We caught up with the lifelong creative soul—who recently released a cover version of “Smile” (co-written by Charlie Chaplin and memorably also performed by Nat King Cole)—to ask him about his days in music, his thoughts on the importance of art, and feeling.
Jake Uitti (Under the Radar): I know you were introduced to the trumpet early on in grade school. And you picked it up from a group of instruments in class one day and it spoke to you. But independent of that experience, when did first discover music in a personal way?

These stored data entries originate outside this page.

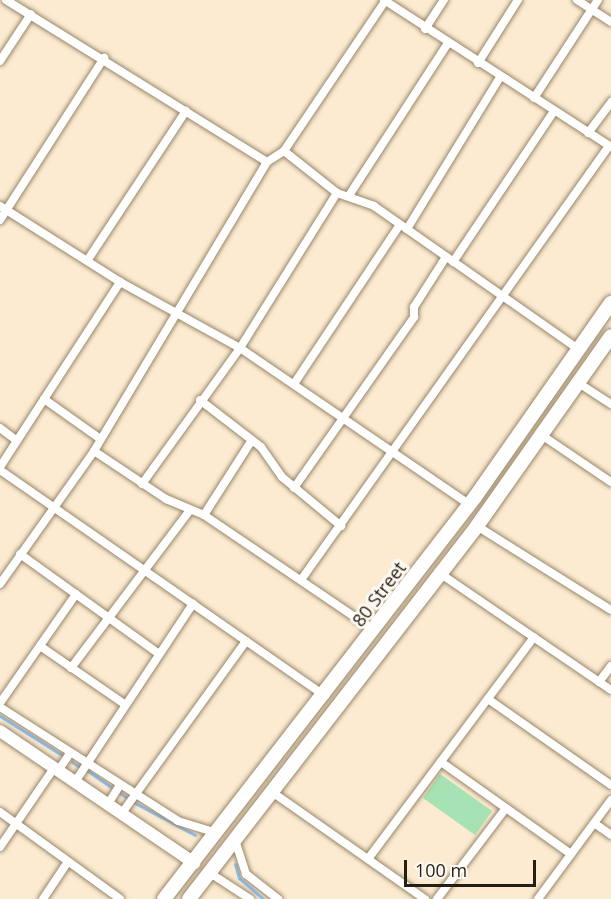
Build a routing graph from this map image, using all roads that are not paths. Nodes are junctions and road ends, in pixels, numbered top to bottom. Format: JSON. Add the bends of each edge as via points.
{"nodes":[{"id":1,"x":6,"y":0,"type":"edge"},
{"id":2,"x":384,"y":0,"type":"edge"},
{"id":3,"x":444,"y":0,"type":"edge"},
{"id":4,"x":518,"y":0,"type":"edge"},
{"id":5,"x":577,"y":0,"type":"edge"},
{"id":6,"x":598,"y":0,"type":"edge"},
{"id":7,"x":592,"y":10,"type":"junction"},
{"id":8,"x":31,"y":14,"type":"junction"},
{"id":9,"x":611,"y":22,"type":"edge"},
{"id":10,"x":425,"y":29,"type":"junction"},
{"id":11,"x":448,"y":43,"type":"junction"},
{"id":12,"x":104,"y":58,"type":"junction"},
{"id":13,"x":0,"y":61,"type":"edge"},
{"id":14,"x":478,"y":63,"type":"junction"},
{"id":15,"x":500,"y":77,"type":"junction"},
{"id":16,"x":534,"y":99,"type":"junction"},
{"id":17,"x":611,"y":102,"type":"edge"},
{"id":18,"x":186,"y":111,"type":"junction"},
{"id":19,"x":554,"y":111,"type":"junction"},
{"id":20,"x":588,"y":133,"type":"junction"},
{"id":21,"x":610,"y":147,"type":"edge"},
{"id":22,"x":284,"y":151,"type":"junction"},
{"id":23,"x":267,"y":162,"type":"junction"},
{"id":24,"x":337,"y":193,"type":"junction"},
{"id":25,"x":350,"y":194,"type":"junction"},
{"id":26,"x":3,"y":208,"type":"edge"},
{"id":27,"x":0,"y":220,"type":"edge"},
{"id":28,"x":403,"y":228,"type":"junction"},
{"id":29,"x":449,"y":260,"type":"junction"},
{"id":30,"x":87,"y":261,"type":"junction"},
{"id":31,"x":120,"y":282,"type":"junction"},
{"id":32,"x":504,"y":300,"type":"junction"},
{"id":33,"x":611,"y":303,"type":"edge"},
{"id":34,"x":180,"y":313,"type":"junction"},
{"id":35,"x":604,"y":325,"type":"edge"},
{"id":36,"x":611,"y":336,"type":"edge"},
{"id":37,"x":240,"y":348,"type":"junction"},
{"id":38,"x":580,"y":350,"type":"junction"},
{"id":39,"x":294,"y":384,"type":"junction"},
{"id":40,"x":580,"y":384,"type":"junction"},
{"id":41,"x":44,"y":399,"type":"junction"},
{"id":42,"x":200,"y":400,"type":"junction"},
{"id":43,"x":611,"y":404,"type":"edge"},
{"id":44,"x":344,"y":418,"type":"junction"},
{"id":45,"x":0,"y":428,"type":"edge"},
{"id":46,"x":543,"y":436,"type":"junction"},
{"id":47,"x":99,"y":438,"type":"junction"},
{"id":48,"x":252,"y":440,"type":"junction"},
{"id":49,"x":17,"y":441,"type":"junction"},
{"id":50,"x":93,"y":451,"type":"junction"},
{"id":51,"x":397,"y":452,"type":"junction"},
{"id":52,"x":0,"y":469,"type":"edge"},
{"id":53,"x":611,"y":482,"type":"edge"},
{"id":54,"x":142,"y":484,"type":"junction"},
{"id":55,"x":294,"y":488,"type":"junction"},
{"id":56,"x":468,"y":504,"type":"junction"},
{"id":57,"x":54,"y":507,"type":"junction"},
{"id":58,"x":190,"y":510,"type":"junction"},
{"id":59,"x":204,"y":515,"type":"junction"},
{"id":60,"x":341,"y":526,"type":"junction"},
{"id":61,"x":477,"y":526,"type":"junction"},
{"id":62,"x":20,"y":554,"type":"junction"},
{"id":63,"x":145,"y":569,"type":"junction"},
{"id":64,"x":438,"y":572,"type":"junction"},
{"id":65,"x":302,"y":579,"type":"junction"},
{"id":66,"x":0,"y":584,"type":"edge"},
{"id":67,"x":76,"y":594,"type":"junction"},
{"id":68,"x":192,"y":604,"type":"junction"},
{"id":69,"x":611,"y":610,"type":"edge"},
{"id":70,"x":107,"y":616,"type":"junction"},
{"id":71,"x":374,"y":630,"type":"junction"},
{"id":72,"x":534,"y":637,"type":"junction"},
{"id":73,"x":246,"y":641,"type":"junction"},
{"id":74,"x":40,"y":646,"type":"junction"},
{"id":75,"x":158,"y":653,"type":"junction"},
{"id":76,"x":611,"y":666,"type":"edge"},
{"id":77,"x":71,"y":668,"type":"junction"},
{"id":78,"x":599,"y":682,"type":"junction"},
{"id":79,"x":611,"y":690,"type":"edge"},
{"id":80,"x":325,"y":696,"type":"junction"},
{"id":81,"x":488,"y":699,"type":"junction"},
{"id":82,"x":123,"y":703,"type":"junction"},
{"id":83,"x":0,"y":705,"type":"edge"},
{"id":84,"x":0,"y":731,"type":"edge"},
{"id":85,"x":70,"y":753,"type":"junction"},
{"id":86,"x":441,"y":762,"type":"junction"},
{"id":87,"x":86,"y":764,"type":"junction"},
{"id":88,"x":56,"y":769,"type":"junction"},
{"id":89,"x":75,"y":782,"type":"junction"},
{"id":90,"x":120,"y":785,"type":"junction"},
{"id":91,"x":611,"y":785,"type":"edge"},
{"id":92,"x":272,"y":792,"type":"junction"},
{"id":93,"x":134,"y":794,"type":"junction"},
{"id":94,"x":611,"y":800,"type":"edge"},
{"id":95,"x":108,"y":804,"type":"junction"},
{"id":96,"x":506,"y":808,"type":"junction"},
{"id":97,"x":0,"y":812,"type":"edge"},
{"id":98,"x":122,"y":813,"type":"junction"},
{"id":99,"x":16,"y":823,"type":"junction"},
{"id":100,"x":594,"y":823,"type":"junction"},
{"id":101,"x":218,"y":833,"type":"junction"},
{"id":102,"x":611,"y":835,"type":"edge"},
{"id":103,"x":235,"y":840,"type":"junction"},
{"id":104,"x":0,"y":847,"type":"edge"},
{"id":105,"x":571,"y":854,"type":"junction"},
{"id":106,"x":368,"y":859,"type":"junction"},
{"id":107,"x":67,"y":863,"type":"junction"},
{"id":108,"x":194,"y":863,"type":"junction"},
{"id":109,"x":210,"y":873,"type":"junction"},
{"id":110,"x":43,"y":899,"type":"edge"},
{"id":111,"x":120,"y":899,"type":"edge"},
{"id":112,"x":164,"y":899,"type":"edge"},
{"id":113,"x":189,"y":899,"type":"edge"},
{"id":114,"x":250,"y":899,"type":"edge"},
{"id":115,"x":278,"y":899,"type":"edge"},
{"id":116,"x":424,"y":899,"type":"edge"},
{"id":117,"x":437,"y":899,"type":"edge"},
{"id":118,"x":538,"y":899,"type":"edge"}],
"edges":[{"from":1,"to":8,"type":"street"},
{"from":2,"to":10,"type":"street"},
{"from":2,"to":22,"type":"street"},
{"from":3,"to":10,"type":"street"},
{"from":4,"to":14,"type":"street"},
{"from":5,"to":7,"type":"street"},
{"from":6,"to":7,"type":"street"},
{"from":7,"to":9,"type":"street"},
{"from":7,"to":16,"type":"street"},
{"from":8,"to":12,"type":"street"},
{"from":8,"to":13,"type":"street"},
{"from":10,"to":11,"type":"street"},
{"from":11,"to":14,"type":"street"},
{"from":11,"to":25,"type":"street"},
{"from":12,"to":18,"type":"street"},
{"from":12,"to":26,"type":"street"},
{"from":14,"to":15,"type":"street"},
{"from":15,"to":16,"type":"street"},
{"from":15,"to":28,"type":"street"},
{"from":16,"to":19,"type":"street"},
{"from":17,"to":20,"type":"street"},
{"from":18,"to":23,"type":"street"},
{"from":18,"to":30,"type":"street"},
{"from":19,"to":20,"type":"street"},
{"from":19,"to":29,"type":"street"},
{"from":20,"to":21,"type":"street"},
{"from":21,"to":32,"type":"street"},
{"from":22,"to":23,"type":"street"},
{"from":22,"to":24,"type":"street"},
{"from":23,"to":34,"type":"street"},
{"from":24,"to":25,"type":"street"},
{"from":24,"to":37,"type":"street"},
{"from":25,"to":28,"type":"street"},
{"from":26,"to":27,"type":"street"},
{"from":26,"to":30,"type":"street"},
{"from":28,"to":29,"type":"street"},
{"from":28,"to":39,"type":"street"},
{"from":29,"to":32,"type":"street"},
{"from":29,"to":44,"type":"street","via":[[414,307],[414,317]]},
{"from":30,"to":31,"type":"street"},
{"from":31,"to":34,"type":"street"},
{"from":31,"to":41,"type":"street"},
{"from":32,"to":38,"type":"street"},
{"from":32,"to":51,"type":"street"},
{"from":33,"to":35,"type":"main road","name":"80 Street"},
{"from":34,"to":37,"type":"street"},
{"from":34,"to":47,"type":"street"},
{"from":35,"to":38,"type":"main road","name":"80 Street"},
{"from":36,"to":40,"type":"main road","name":"80 Street"},
{"from":37,"to":39,"type":"street"},
{"from":37,"to":42,"type":"street"},
{"from":38,"to":56,"type":"main road","name":"80 Street"},
{"from":39,"to":44,"type":"street"},
{"from":40,"to":43,"type":"street"},
{"from":40,"to":46,"type":"main road","name":"80 Street"},
{"from":41,"to":47,"type":"street"},
{"from":41,"to":49,"type":"street"},
{"from":42,"to":48,"type":"street"},
{"from":42,"to":54,"type":"street"},
{"from":44,"to":51,"type":"street"},
{"from":44,"to":55,"type":"street"},
{"from":45,"to":49,"type":"street"},
{"from":46,"to":53,"type":"street"},
{"from":46,"to":61,"type":"main road","name":"80 Street"},
{"from":47,"to":50,"type":"street"},
{"from":48,"to":55,"type":"street"},
{"from":48,"to":59,"type":"street"},
{"from":49,"to":52,"type":"street"},
{"from":50,"to":54,"type":"street"},
{"from":50,"to":57,"type":"street"},
{"from":51,"to":56,"type":"street"},
{"from":51,"to":60,"type":"street"},
{"from":52,"to":57,"type":"street"},
{"from":54,"to":58,"type":"street"},
{"from":55,"to":60,"type":"street"},
{"from":56,"to":71,"type":"main road","name":"80 Street"},
{"from":57,"to":62,"type":"street"},
{"from":57,"to":63,"type":"street"},
{"from":58,"to":59,"type":"street"},
{"from":58,"to":63,"type":"street"},
{"from":59,"to":65,"type":"street"},
{"from":60,"to":65,"type":"street"},
{"from":61,"to":64,"type":"main road","name":"80 Street"},
{"from":61,"to":69,"type":"street"},
{"from":62,"to":66,"type":"street"},
{"from":62,"to":67,"type":"street"},
{"from":63,"to":68,"type":"street"},
{"from":63,"to":70,"type":"street"},
{"from":64,"to":72,"type":"street"},
{"from":64,"to":92,"type":"main road","name":"80 Street"},
{"from":65,"to":71,"type":"street"},
{"from":67,"to":70,"type":"street"},
{"from":67,"to":74,"type":"street"},
{"from":68,"to":73,"type":"street"},
{"from":68,"to":75,"type":"street"},
{"from":70,"to":75,"type":"street"},
{"from":70,"to":77,"type":"street"},
{"from":71,"to":80,"type":"main road","name":"80 Street"},
{"from":72,"to":78,"type":"street"},
{"from":72,"to":81,"type":"street"},
{"from":73,"to":80,"type":"street"},
{"from":73,"to":93,"type":"street"},
{"from":74,"to":77,"type":"street"},
{"from":74,"to":83,"type":"street"},
{"from":75,"to":82,"type":"street"},
{"from":76,"to":78,"type":"street"},
{"from":77,"to":82,"type":"street"},
{"from":78,"to":79,"type":"street"},
{"from":80,"to":101,"type":"main road","name":"80 Street"},
{"from":81,"to":86,"type":"street"},
{"from":81,"to":91,"type":"street"},
{"from":82,"to":87,"type":"street"},
{"from":83,"to":85,"type":"street"},
{"from":84,"to":88,"type":"street"},
{"from":85,"to":87,"type":"street"},
{"from":85,"to":88,"type":"street"},
{"from":86,"to":96,"type":"street"},
{"from":86,"to":106,"type":"street"},
{"from":87,"to":89,"type":"street"},
{"from":87,"to":90,"type":"street"},
{"from":88,"to":89,"type":"street"},
{"from":88,"to":99,"type":"street"},
{"from":89,"to":95,"type":"street"},
{"from":90,"to":93,"type":"street"},
{"from":90,"to":95,"type":"street"},
{"from":92,"to":103,"type":"main road","name":"80 Street"},
{"from":92,"to":106,"type":"street"},
{"from":93,"to":98,"type":"street"},
{"from":93,"to":101,"type":"street","via":[[178,821]]},
{"from":94,"to":100,"type":"street"},
{"from":95,"to":98,"type":"street"},
{"from":96,"to":105,"type":"street"},
{"from":96,"to":117,"type":"street"},
{"from":97,"to":99,"type":"street"},
{"from":98,"to":108,"type":"street"},
{"from":99,"to":104,"type":"street"},
{"from":99,"to":107,"type":"street"},
{"from":100,"to":102,"type":"street"},
{"from":100,"to":105,"type":"street"},
{"from":101,"to":108,"type":"main road","name":"80 Street"},
{"from":103,"to":109,"type":"main road","name":"80 Street"},
{"from":103,"to":115,"type":"street","via":[[246,874]]},
{"from":105,"to":118,"type":"street"},
{"from":106,"to":116,"type":"street"},
{"from":107,"to":110,"type":"street"},
{"from":107,"to":111,"type":"street"},
{"from":108,"to":112,"type":"main road","name":"80 Street"},
{"from":109,"to":113,"type":"main road","name":"80 Street"},
{"from":109,"to":114,"type":"street"}]}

Herb Alpert: I did have that moment when the trumpet was talking for me. That’s only because I was starting to make noise on it. [Laughs] I wasn’t really making music. I was just making a sound and that was the sound I couldn’t really get out of my mouth. But I guess it took about three or four years before I started, you know, being able to play some songs and have some fun doing that. Then I joined the little band that was in my junior high school. And when I was in high school, I was part of a little trio. We started playing parties and weddings and it became rather successful because we were on this High Talent battle show that was new in Los Angeles in the beginnings years of television. We won this show about 12 weeks in a row. Because of that we became, like, a known quantity. People started coming up to me and saying, “Hey, I like the way you play!” So, I got encouragement but at the same time, I was insecure, you know, like most artists are. And I started trying to play a little bit like my favorite musicians and then I had the ah-ha! “Who wants to hear that? These guys have already done it.” I was looking for my own voice. That’s when the breakthrough happened.